WRITE delegation and READ delegation are both supported on
the Linux NFS client.
The Linux NFS server offers only READ delegations.
> But especially for users who have NFS mounted home directories, how could there not be a major performance benefit? To cite one example that has been a problem before (in particular, on Mac OSX clients with NFSv3 home directories mounted from a linux fileserver), facilitating the firefox "awesome" bar, which writes to a SQLlite database in ~/.mozilla/fireworks with alarming frequency in order to keep up the awesomeness.
I might be missing something, but if SQlite is using fsync()
then there isn't much choice for the NFS client but to push
dirty data to the server and see that the data is committed.
The purpose of that fsync() is to ensure the written data is
robust against client or server failure.
WRITE delegation would probably not have much impact on that.
It's purpose is to enable the client to cache more aggressively
in cases where immediate data persistence is not needed.

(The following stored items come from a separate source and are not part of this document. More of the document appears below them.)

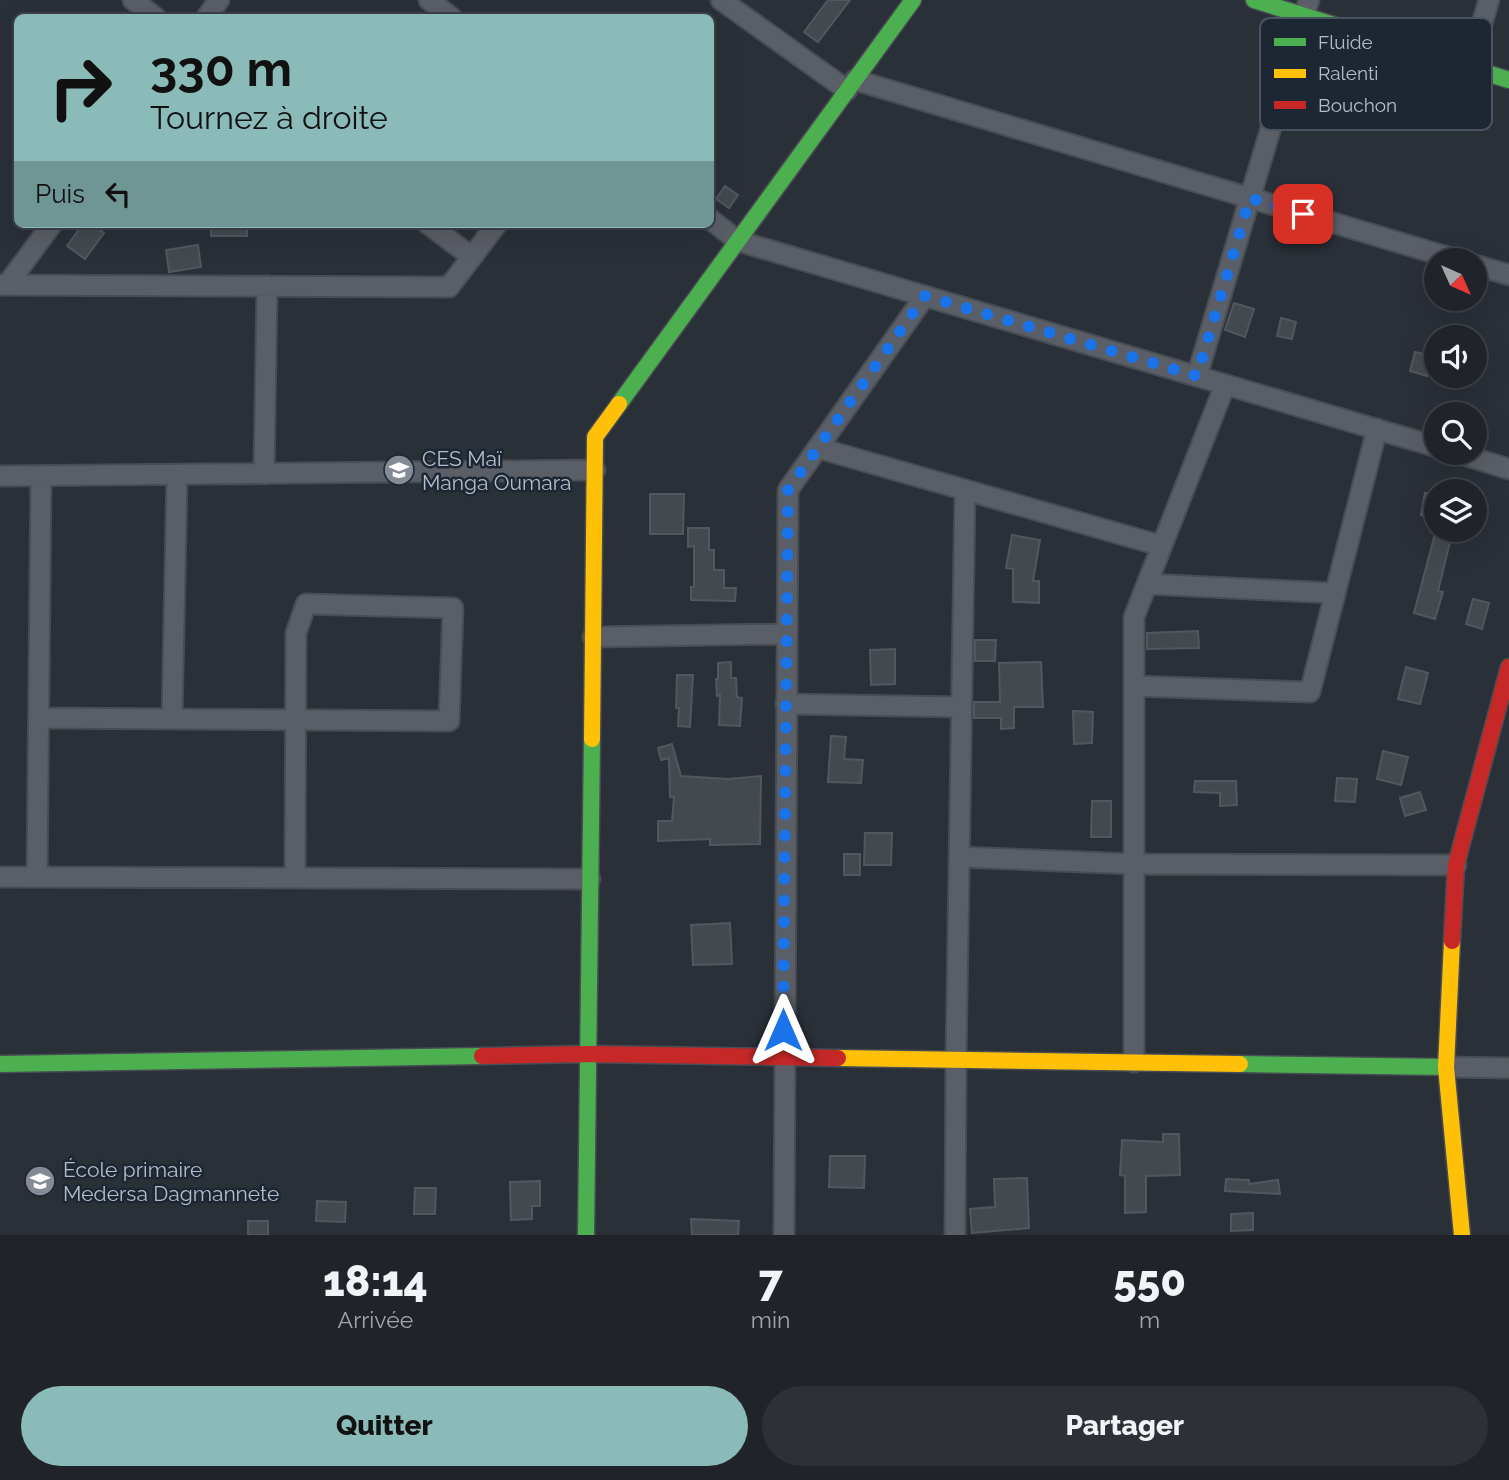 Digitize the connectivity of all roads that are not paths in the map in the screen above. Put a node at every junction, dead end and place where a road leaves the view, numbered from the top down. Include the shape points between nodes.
1 (133, 0) edge
2 (720, 0) edge
3 (913, 0) edge
4 (1254, 0) edge
5 (1489, 0) edge
6 (435, 2) edge
7 (1307, 8) edge
8 (151, 14) edge
9 (448, 14) edge
10 (1334, 18) edge
11 (1484, 18) edge
12 (1492, 74) edge
13 (1509, 80) edge
14 (851, 85) junction
15 (1270, 130) edge
16 (1250, 198) junction
17 (714, 222) edge
18 (49, 228) edge
19 (433, 228) edge
20 (494, 228) edge
21 (738, 241) junction
22 (1424, 250) edge
23 (472, 257) junction
24 (1488, 269) edge
25 (1509, 275) edge
26 (3, 285) edge
27 (267, 286) junction
28 (925, 296) junction
29 (1197, 376) junction
30 (1225, 385) junction
31 (1377, 429) junction
32 (1424, 443) edge
33 (818, 448) junction
34 (1487, 462) edge
35 (1509, 468) edge
36 (595, 470) junction
37 (264, 474) junction
38 (177, 475) junction
39 (0, 476) edge
40 (41, 476) junction
41 (965, 490) junction
42 (1162, 546) junction
43 (1147, 584) junction
44 (1335, 593) junction
45 (787, 634) junction
46 (593, 637) junction
47 (1509, 667) edge
48 (1134, 686) junction
49 (786, 704) junction
50 (961, 707) junction
51 (39, 718) junction
52 (172, 719) junction
53 (296, 720) junction
54 (959, 857) junction
55 (1134, 864) junction
56 (1456, 865) junction
57 (0, 877) edge
58 (37, 877) junction
59 (295, 878) junction
60 (590, 879) junction
61 (588, 1054) junction
62 (783, 1057) junction
63 (956, 1060) junction
64 (1134, 1062) junction
65 (0, 1064) edge
66 (1446, 1067) junction
67 (1509, 1068) edge
68 (586, 1235) edge
69 (784, 1235) edge
70 (956, 1235) edge
71 (1462, 1235) edge

1 - 8 street
2 - 14 street
3 - 14 street
4 - 7 street
5 - 11 street
6 - 9 street
7 - 10 street
12 - 13 street
14 - 16 street
14 - 21 street
15 - 16 street
16 - 22 street
16 - 29 street
17 - 21 street
18 - 26 street
19 - 23 street
20 - 23 street
21 - 28 street
21 - 36 street via 595,437
23 - 27 street via 449,287
24 - 25 street
26 - 27 street
27 - 37 street
28 - 29 street
28 - 33 street
29 - 30 street
30 - 31 street
30 - 42 street
31 - 32 street
31 - 44 street
33 - 41 street
33 - 45 street via 788,490
34 - 35 street
36 - 37 street
36 - 46 street
37 - 38 street
38 - 40 street
38 - 52 street
39 - 40 street
40 - 51 street
41 - 42 street
41 - 50 street
42 - 43 street
43 - 44 street
43 - 48 street via 1134,617
44 - 48 street via 1310,692
45 - 46 street
45 - 49 street
46 - 60 street
47 - 56 street
48 - 55 street
49 - 50 street
49 - 62 street
50 - 54 street
51 - 52 street
51 - 58 street
52 - 53 street
53 - 53 street via 296,633 306,604 453,608 449,721
53 - 59 street
54 - 55 street
54 - 63 street
55 - 56 street
55 - 64 street
56 - 66 street
57 - 58 street
58 - 59 street
59 - 60 street
60 - 61 street
61 - 62 street
61 - 65 street
61 - 68 street
62 - 63 street
62 - 69 street
63 - 64 street
63 - 70 street
64 - 66 street
66 - 67 street
66 - 71 street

The fact that there is only one client reading and updating
that database is beside the point.
> This flat out didn't work previously unless you went to about:config and set
>
> storage.nfs_filesystem = true
>
> Not at all sure how this changed the execution of firefox though.
>
>
>> That said, it seems to me that your use case might benefit if
>> the Linux NFS server offered a READ delegation for the SQLite
>> database file even when it is open R/W. It might be appropriate
>> if the server offered such a delegation when there are no other
>> clients that have the file open for write or that hold write
>> delegations.
>> Patches and performance data are, as always, welcome.
>> --
>> Chuck Lever
--
Chuck Lever